* **REQUIRED ACTION**
Return each line of the records below in which the string "main" turns up.

* **DATASET RECORDS**
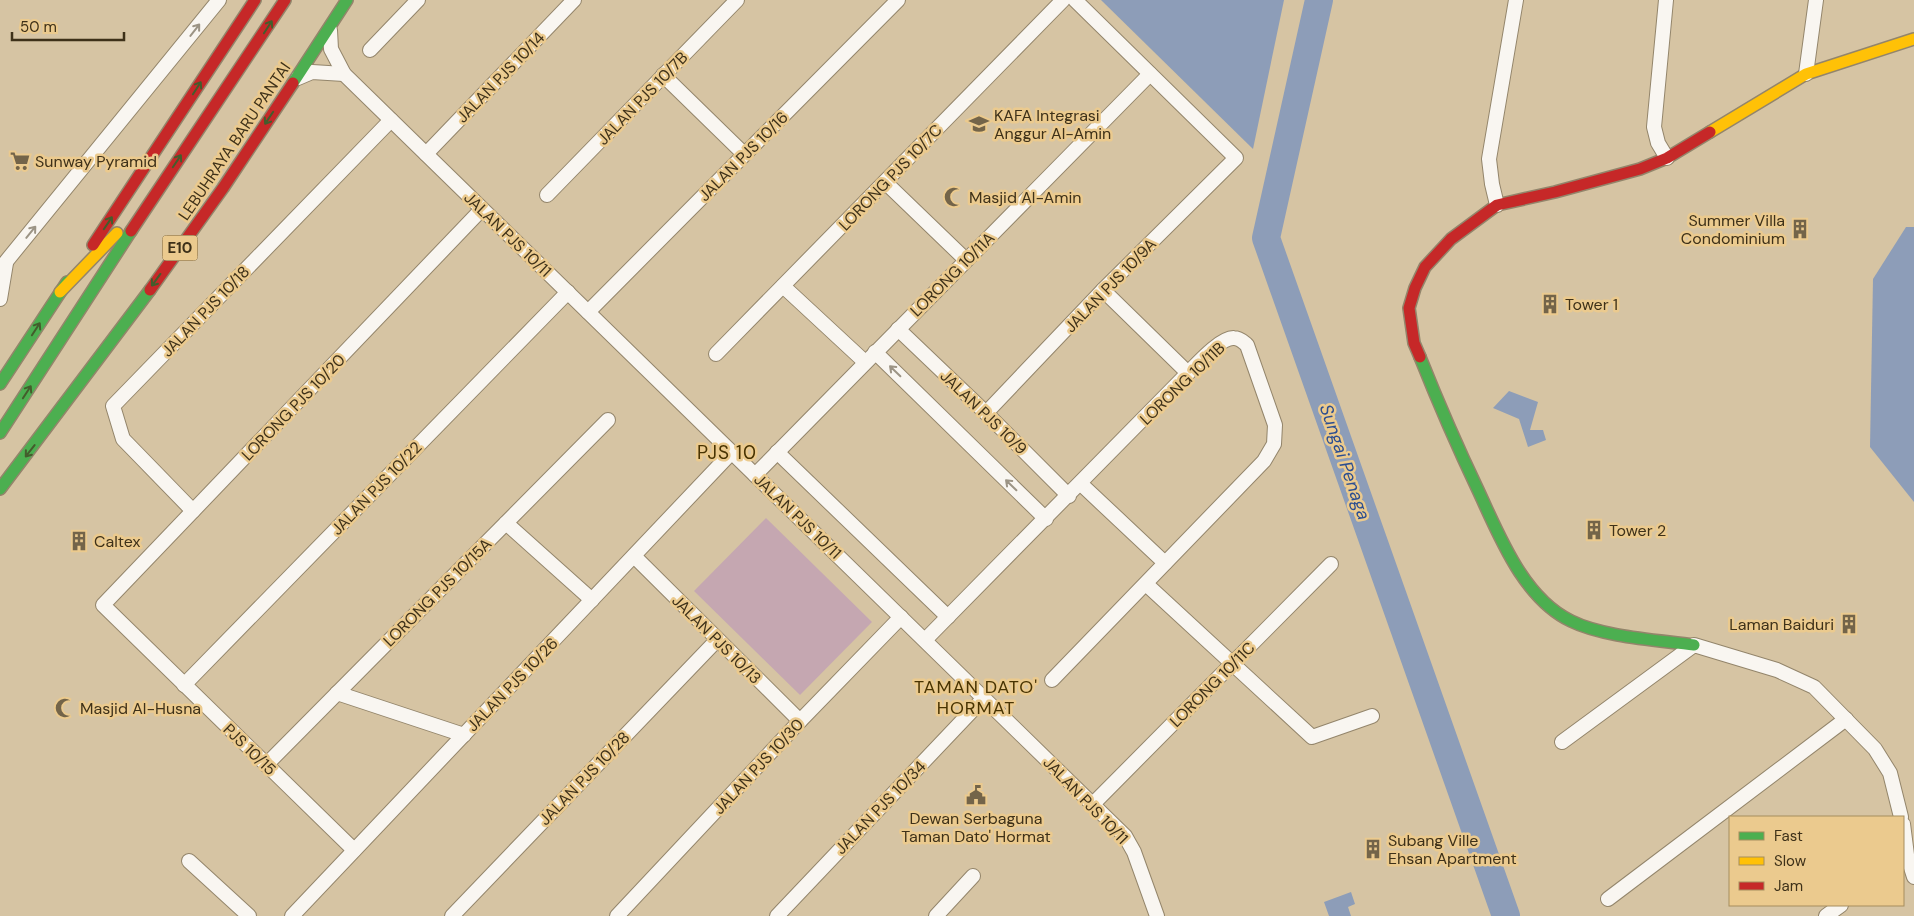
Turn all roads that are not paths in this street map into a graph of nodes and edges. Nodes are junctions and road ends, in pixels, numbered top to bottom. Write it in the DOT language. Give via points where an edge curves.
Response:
graph roads {
  1 [pos="219,0"];
  2 [pos="255,0"];
  3 [pos="285,0"];
  4 [pos="347,0"];
  5 [pos="418,0"];
  6 [pos="574,0"];
  7 [pos="737,0"];
  8 [pos="898,0"];
  9 [pos="1063,0"];
  10 [pos="1075,0"];
  11 [pos="1516,0"];
  12 [pos="1666,0"];
  13 [pos="1816,0"];
  14 [pos="330,26"];
  15 [pos="1914,39"];
  16 [pos="370,50"];
  17 [pos="344,74"];
  18 [pos="1150,74"];
  19 [pos="1806,74"];
  20 [pos="663,75"];
  21 [pos="296,78"];
  22 [pos="391,120"];
  23 [pos="426,154"];
  24 [pos="744,154"];
  25 [pos="1667,158"];
  26 [pos="885,182"];
  27 [pos="547,195"];
  28 [pos="149,201"];
  29 [pos="1497,205"];
  30 [pos="482,209"];
  31 [pos="966,260"];
  32 [pos="3,266"];
  33 [pos="783,286"];
  34 [pos="1103,290"];
  35 [pos="60,292"];
  36 [pos="568,292"];
  37 [pos="0,299"];
  38 [pos="588,312"];
  39 [pos="898,329"];
  40 [pos="875,352"];
  41 [pos="716,354"];
  42 [pos="865,362"];
  43 [pos="1188,373"];
  44 [pos="0,384"];
  45 [pos="986,413"];
  46 [pos="608,420"];
  47 [pos="0,433"];
  48 [pos="732,452"];
  49 [pos="777,452"];
  50 [pos="755,475"];
  51 [pos="1081,484"];
  52 [pos="0,489"];
  53 [pos="1069,496"];
  54 [pos="193,512"];
  55 [pos="1046,519"];
  56 [pos="506,523"];
  57 [pos="634,556"];
  58 [pos="1165,563"];
  59 [pos="1331,564"];
  60 [pos="1146,584"];
  61 [pos="592,600"];
  62 [pos="103,605"];
  63 [pos="901,617"];
  64 [pos="948,617"];
  65 [pos="717,640"];
  66 [pos="925,640"];
  67 [pos="1694,645"];
  68 [pos="1232,663"];
  69 [pos="1052,680"];
  70 [pos="184,685"];
  71 [pos="337,693"];
  72 [pos="984,698"];
  73 [pos="1372,716"];
  74 [pos="1846,718"];
  75 [pos="800,721"];
  76 [pos="464,734"];
  77 [pos="1562,742"];
  78 [pos="266,765"];
  79 [pos="1093,804"];
  80 [pos="1901,816"];
  81 [pos="1904,840"];
  82 [pos="354,850"];
  83 [pos="1905,856"];
  84 [pos="189,861"];
  85 [pos="973,876"];
  86 [pos="1914,877"];
  87 [pos="1608,899"];
  88 [pos="1840,906"];
  89 [pos="249,916"];
  90 [pos="292,916"];
  91 [pos="452,916"];
  92 [pos="617,916"];
  93 [pos="777,916"];
  94 [pos="936,916"];
  95 [pos="1157,916"];
  96 [pos="1826,916"];
  32 -- 1 [label="street, one-way"];
  35 -- 2 [label="main road, one-way"];
  28 -- 3 [label="main road, one-way"];
  4 -- 14 [label="main road, LEBUHRAYA BARU PANTAI / E10"];
  5 -- 16 [label="street"];
  6 -- 23 [label="street, JALAN PJS 10/14"];
  7 -- 20 [label="street, JALAN PJS 10/7B"];
  8 -- 24 [label="street, JALAN PJS 10/16"];
  9 -- 26 [label="street, LORONG PJS 10/7C"];
  10 -- 18 [label="street"];
  11 -- 29 [label="street" via="1489,159"];
  12 -- 25 [label="street" via="1654,127"];
  13 -- 19 [label="street"];
  14 -- 17 [label="street, JALAN PJS 10/11" via="332,49"];
  14 -- 21 [label="main road, LEBUHRAYA BARU PANTAI / E10"];
  15 -- 19 [label="main road"];
  17 -- 21 [label="street" via="312,72"];
  17 -- 22 [label="street, JALAN PJS 10/11"];
  18 -- 31 [label="street, LORONG 10/11A"];
  18 -- 34 [label="street, JALAN PJS 10/9A" via="1236,158"];
  19 -- 25 [label="main road"];
  20 -- 24 [label="street"];
  20 -- 27 [label="street, JALAN PJS 10/7B"];
  21 -- 52 [label="main road, LEBUHRAYA BARU PANTAI / E10, one-way" via="195,227 59,414"];
  22 -- 23 [label="street, JALAN PJS 10/11"];
  22 -- 54 [label="street, JALAN PJS 10/18" via="113,406 123,439"];
  23 -- 30 [label="street, JALAN PJS 10/11"];
  24 -- 38 [label="street, JALAN PJS 10/16"];
  25 -- 29 [label="main road" via="1640,169"];
  26 -- 31 [label="street"];
  26 -- 33 [label="street, LORONG PJS 10/7C"];
  28 -- 35 [label="main road"];
  47 -- 28 [label="main road, one-way"];
  29 -- 67 [label="main road" via="1451,239 1425,267 1409,308 1414,343 1446,423 1510,557 1541,600 1570,621 1598,631"];
  30 -- 36 [label="street, JALAN PJS 10/11"];
  30 -- 54 [label="street, LORONG PJS 10/20"];
  31 -- 39 [label="street, LORONG 10/11A"];
  32 -- 37 [label="street"];
  33 -- 41 [label="street, LORONG PJS 10/7C"];
  33 -- 42 [label="street"];
  34 -- 43 [label="street"];
  34 -- 45 [label="street, JALAN PJS 10/9A"];
  44 -- 35 [label="main road, one-way"];
  36 -- 38 [label="street, JALAN PJS 10/11"];
  36 -- 70 [label="street, JALAN PJS 10/22"];
  38 -- 48 [label="street, JALAN PJS 10/11"];
  39 -- 40 [label="street, LORONG 10/11A"];
  39 -- 45 [label="street, JALAN PJS 10/9"];
  40 -- 42 [label="street, LORONG 10/11A"];
  55 -- 40 [label="street, one-way"];
  42 -- 49 [label="street, LORONG 10/11A"];
  43 -- 51 [label="street, LORONG 10/11B"];
  43 -- 58 [label="street, LORONG 10/11B" via="1223,341 1233,337 1241,340 1247,346 1275,425 1274,444 1264,461"];
  45 -- 53 [label="street, JALAN PJS 10/9"];
  46 -- 56 [label="street, LORONG PJS 10/15A"];
  48 -- 50 [label="street, JALAN PJS 10/11"];
  48 -- 57 [label="street, JALAN PJS 10/26"];
  49 -- 50 [label="street, LORONG 10/11A"];
  49 -- 64 [label="street"];
  50 -- 63 [label="street, JALAN PJS 10/11"];
  51 -- 53 [label="street, LORONG 10/11B"];
  51 -- 58 [label="street"];
  53 -- 55 [label="street, LORONG 10/11B"];
  54 -- 62 [label="street, LORONG PJS 10/20"];
  55 -- 64 [label="street, LORONG 10/11B"];
  56 -- 61 [label="street"];
  56 -- 71 [label="street, LORONG PJS 10/15A"];
  57 -- 61 [label="street, JALAN PJS 10/26"];
  57 -- 65 [label="street, JALAN PJS 10/13"];
  58 -- 60 [label="street, LORONG 10/11B"];
  59 -- 68 [label="street, LORONG 10/11C"];
  60 -- 68 [label="street"];
  60 -- 69 [label="street, LORONG 10/11B"];
  61 -- 76 [label="street, JALAN PJS 10/26"];
  62 -- 70 [label="street, PJS 10/15"];
  63 -- 66 [label="street, JALAN PJS 10/11"];
  63 -- 75 [label="street, JALAN PJS 10/30"];
  64 -- 66 [label="street, LORONG 10/11B"];
  65 -- 75 [label="street, JALAN PJS 10/13"];
  65 -- 91 [label="street, JALAN PJS 10/28"];
  66 -- 72 [label="street, JALAN PJS 10/11"];
  67 -- 74 [label="street" via="1800,679 1814,687"];
  67 -- 77 [label="street"];
  68 -- 73 [label="street" via="1312,737"];
  68 -- 79 [label="street, LORONG 10/11C"];
  70 -- 78 [label="street, PJS 10/15"];
  71 -- 76 [label="street"];
  71 -- 78 [label="street, LORONG PJS 10/15A"];
  72 -- 79 [label="street, JALAN PJS 10/11"];
  72 -- 93 [label="street, JALAN PJS 10/34"];
  74 -- 80 [label="street" via="1875,749 1890,773"];
  74 -- 87 [label="street"];
  75 -- 92 [label="street, JALAN PJS 10/30"];
  76 -- 82 [label="street, JALAN PJS 10/26"];
  78 -- 82 [label="street, PJS 10/15"];
  79 -- 95 [label="street, JALAN PJS 10/11" via="1125,836"];
  81 -- 83 [label="street"];
  82 -- 90 [label="street, JALAN PJS 10/26"];
  83 -- 86 [label="street"];
  84 -- 89 [label="street"];
  85 -- 94 [label="street"];
  88 -- 96 [label="street"];
}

* **SOLVED EXERCISE**
  35 -- 2 [label="main road, one-way"];
  28 -- 3 [label="main road, one-way"];
  4 -- 14 [label="main road, LEBUHRAYA BARU PANTAI / E10"];
  14 -- 21 [label="main road, LEBUHRAYA BARU PANTAI / E10"];
  15 -- 19 [label="main road"];
  19 -- 25 [label="main road"];
  21 -- 52 [label="main road, LEBUHRAYA BARU PANTAI / E10, one-way" via="195,227 59,414"];
  25 -- 29 [label="main road" via="1640,169"];
  28 -- 35 [label="main road"];
  47 -- 28 [label="main road, one-way"];
  29 -- 67 [label="main road" via="1451,239 1425,267 1409,308 1414,343 1446,423 1510,557 1541,600 1570,621 1598,631"];
  44 -- 35 [label="main road, one-way"];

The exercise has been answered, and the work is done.